▶ [Data to process]
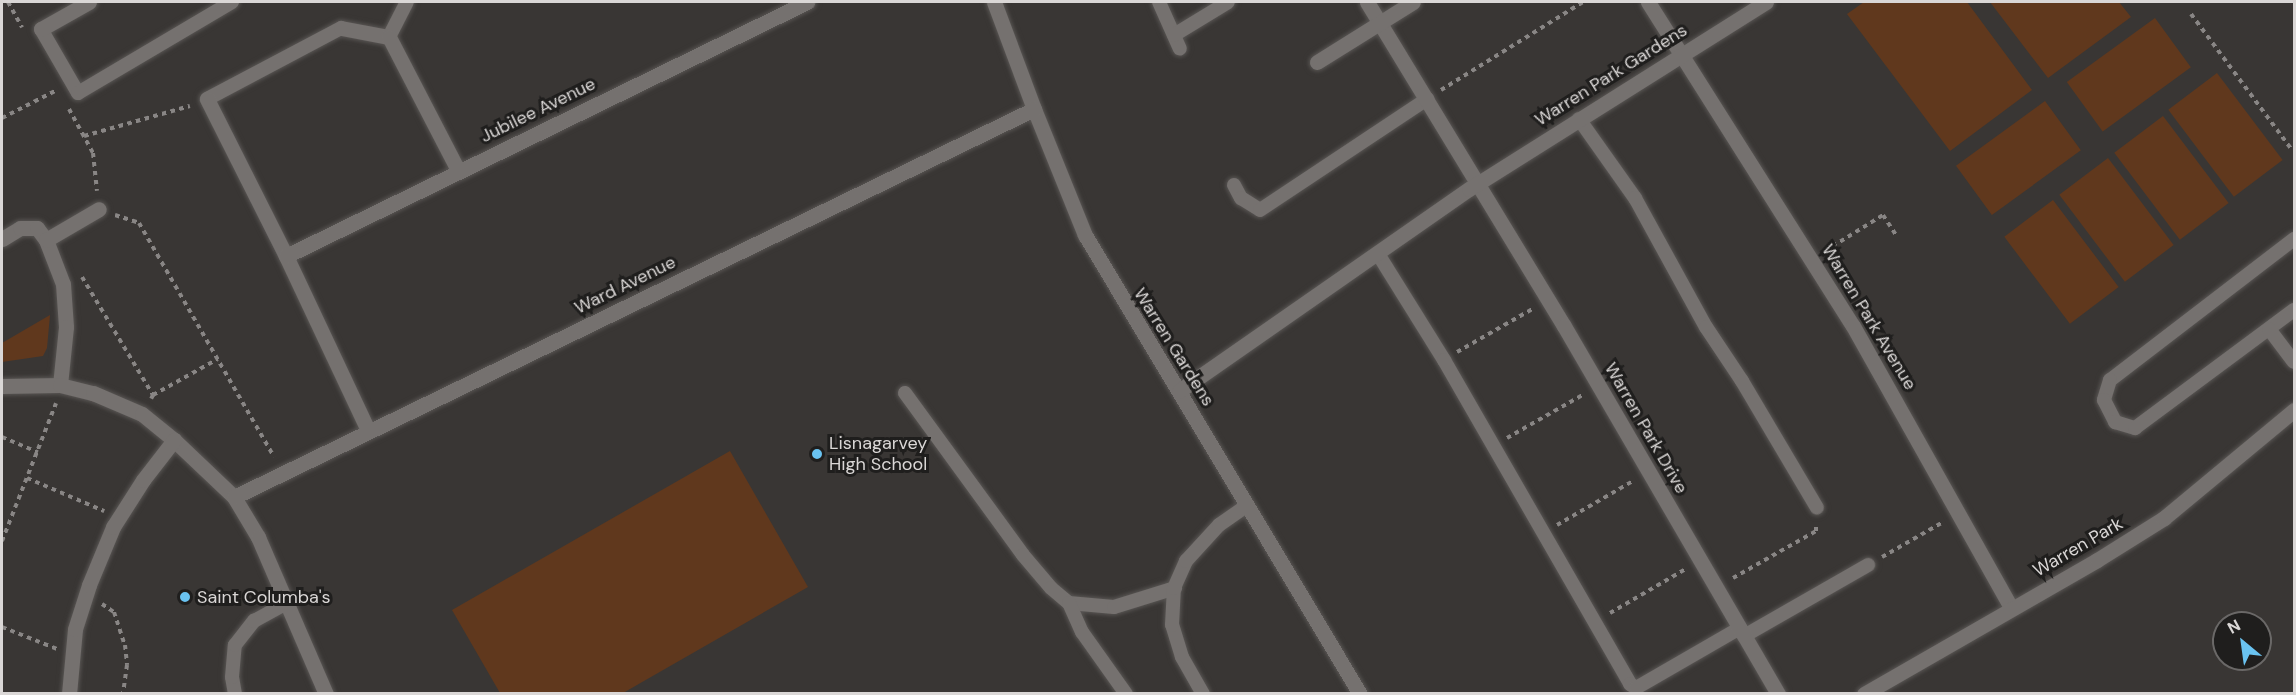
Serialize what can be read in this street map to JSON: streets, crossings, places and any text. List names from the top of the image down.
{
  "streets": {
    "street": [
      "Warren Park Gardens",
      "Jubilee Avenue",
      "Ward Avenue",
      "Warren Park Avenue",
      "Warren Gardens",
      "Warren Park Drive",
      "Warren Park"
    ]
  },
  "crossings": [
    ["Warren Park Gardens", "Warren Park Avenue"],
    ["Warren Park Gardens", "Warren Gardens"],
    ["Warren Park Gardens", "Warren Park Drive"],
    ["Ward Avenue", "Warren Gardens"],
    ["Warren Park Avenue", "Warren Park"]
  ],
  "places": ["Lisnagarvey High School", "Saint Columba's"],
  "north": "top left"
}
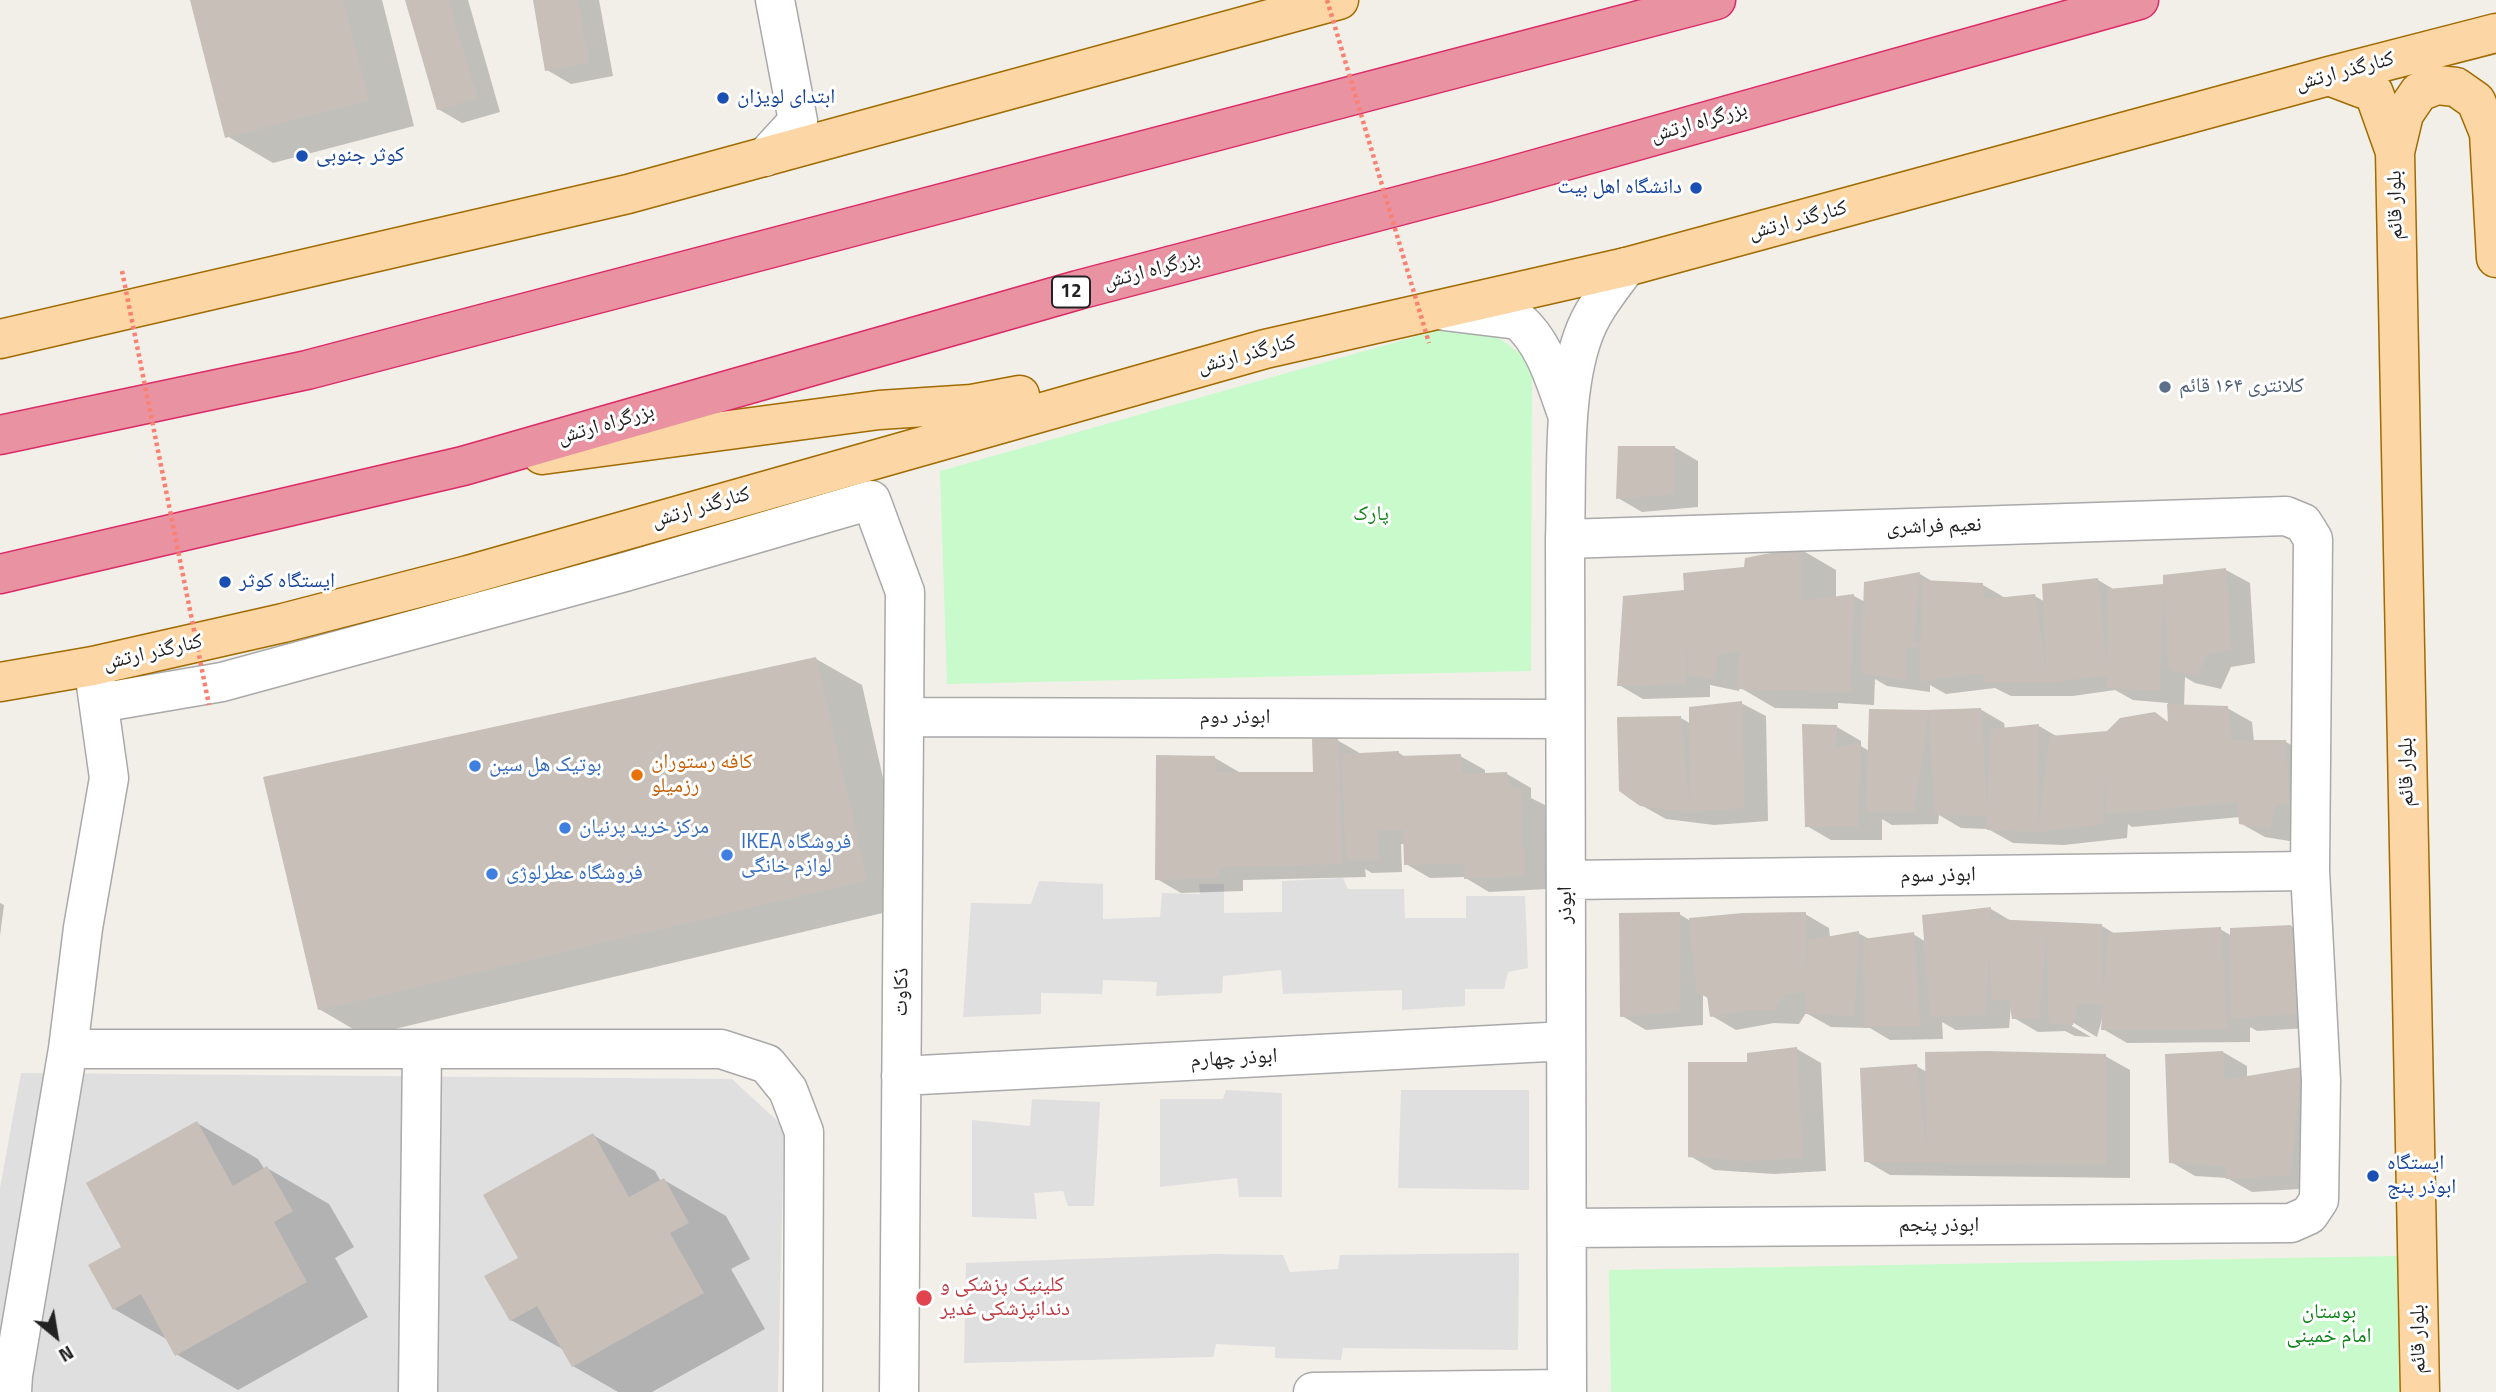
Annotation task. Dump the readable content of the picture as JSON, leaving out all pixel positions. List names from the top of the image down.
{
  "streets": {
    "highway": ["بزرگراه ارتش", "12"],
    "main road": ["کنارگذر ارتش", "بلوار قائم"],
    "street": [
      "نعیم فراشری",
      "ابوذر دوم",
      "ابوذر سوم",
      "ابوذر",
      "ذکاوت",
      "ابوذر چهارم",
      "ابوذر پنجم"
    ]
  },
  "crossings": [
    ["کنارگذر ارتش", "ابوذر"],
    ["کنارگذر ارتش", "ذکاوت"],
    ["نعیم فراشری", "ابوذر سوم"],
    ["نعیم فراشری", "ابوذر"],
    ["نعیم فراشری", "ابوذر پنجم"],
    ["ابوذر دوم", "ابوذر"],
    ["ابوذر دوم", "ذکاوت"],
    ["ابوذر سوم", "ابوذر"],
    ["ابوذر سوم", "ابوذر پنجم"],
    ["ابوذر", "ابوذر چهارم"],
    ["ابوذر", "ابوذر پنجم"],
    ["ذکاوت", "ابوذر چهارم"]
  ],
  "parks": ["پارک", "بوستان امام خمینی"],
  "places": [
    "ابتدای لویزان",
    "کوثر جنوبی",
    "دانشگاه اهل بیت",
    "کلانتری ۱۶۴ قائم",
    "ایستگاه کوثر",
    "بوتیک هل سین",
    "کافه رستوران رزمیلو",
    "مرکز خرید پرنیان",
    "IKEA فروشگاه لوازم خانگی",
    "فروشگاه عطرلوژی",
    "ایستگاه ابوذر پنج",
    "کلینیک پزشکی و دندانپزشکی غدیر"
  ],
  "north": "bottom right"
}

▶ [Task to complete]
Exclude the pictures and reproduce every entry exactly.

▶ [Output for this task]
Serialize what can be read in this street map to JSON: streets, crossings, places and any text. List names from the top of the image down.
{
  "streets": {
    "street": [
      "Warren Park Gardens",
      "Jubilee Avenue",
      "Ward Avenue",
      "Warren Park Avenue",
      "Warren Gardens",
      "Warren Park Drive",
      "Warren Park"
    ]
  },
  "crossings": [
    ["Warren Park Gardens", "Warren Park Avenue"],
    ["Warren Park Gardens", "Warren Gardens"],
    ["Warren Park Gardens", "Warren Park Drive"],
    ["Ward Avenue", "Warren Gardens"],
    ["Warren Park Avenue", "Warren Park"]
  ],
  "places": ["Lisnagarvey High School", "Saint Columba's"],
  "north": "top left"
}
Annotation task. Dump the readable content of the picture as JSON, leaving out all pixel positions. List names from the top of the image down.
{
  "streets": {
    "highway": ["بزرگراه ارتش", "12"],
    "main road": ["کنارگذر ارتش", "بلوار قائم"],
    "street": [
      "نعیم فراشری",
      "ابوذر دوم",
      "ابوذر سوم",
      "ابوذر",
      "ذکاوت",
      "ابوذر چهارم",
      "ابوذر پنجم"
    ]
  },
  "crossings": [
    ["کنارگذر ارتش", "ابوذر"],
    ["کنارگذر ارتش", "ذکاوت"],
    ["نعیم فراشری", "ابوذر سوم"],
    ["نعیم فراشری", "ابوذر"],
    ["نعیم فراشری", "ابوذر پنجم"],
    ["ابوذر دوم", "ابوذر"],
    ["ابوذر دوم", "ذکاوت"],
    ["ابوذر سوم", "ابوذر"],
    ["ابوذر سوم", "ابوذر پنجم"],
    ["ابوذر", "ابوذر چهارم"],
    ["ابوذر", "ابوذر پنجم"],
    ["ذکاوت", "ابوذر چهارم"]
  ],
  "parks": ["پارک", "بوستان امام خمینی"],
  "places": [
    "ابتدای لویزان",
    "کوثر جنوبی",
    "دانشگاه اهل بیت",
    "کلانتری ۱۶۴ قائم",
    "ایستگاه کوثر",
    "بوتیک هل سین",
    "کافه رستوران رزمیلو",
    "مرکز خرید پرنیان",
    "IKEA فروشگاه لوازم خانگی",
    "فروشگاه عطرلوژی",
    "ایستگاه ابوذر پنج",
    "کلینیک پزشکی و دندانپزشکی غدیر"
  ],
  "north": "bottom right"
}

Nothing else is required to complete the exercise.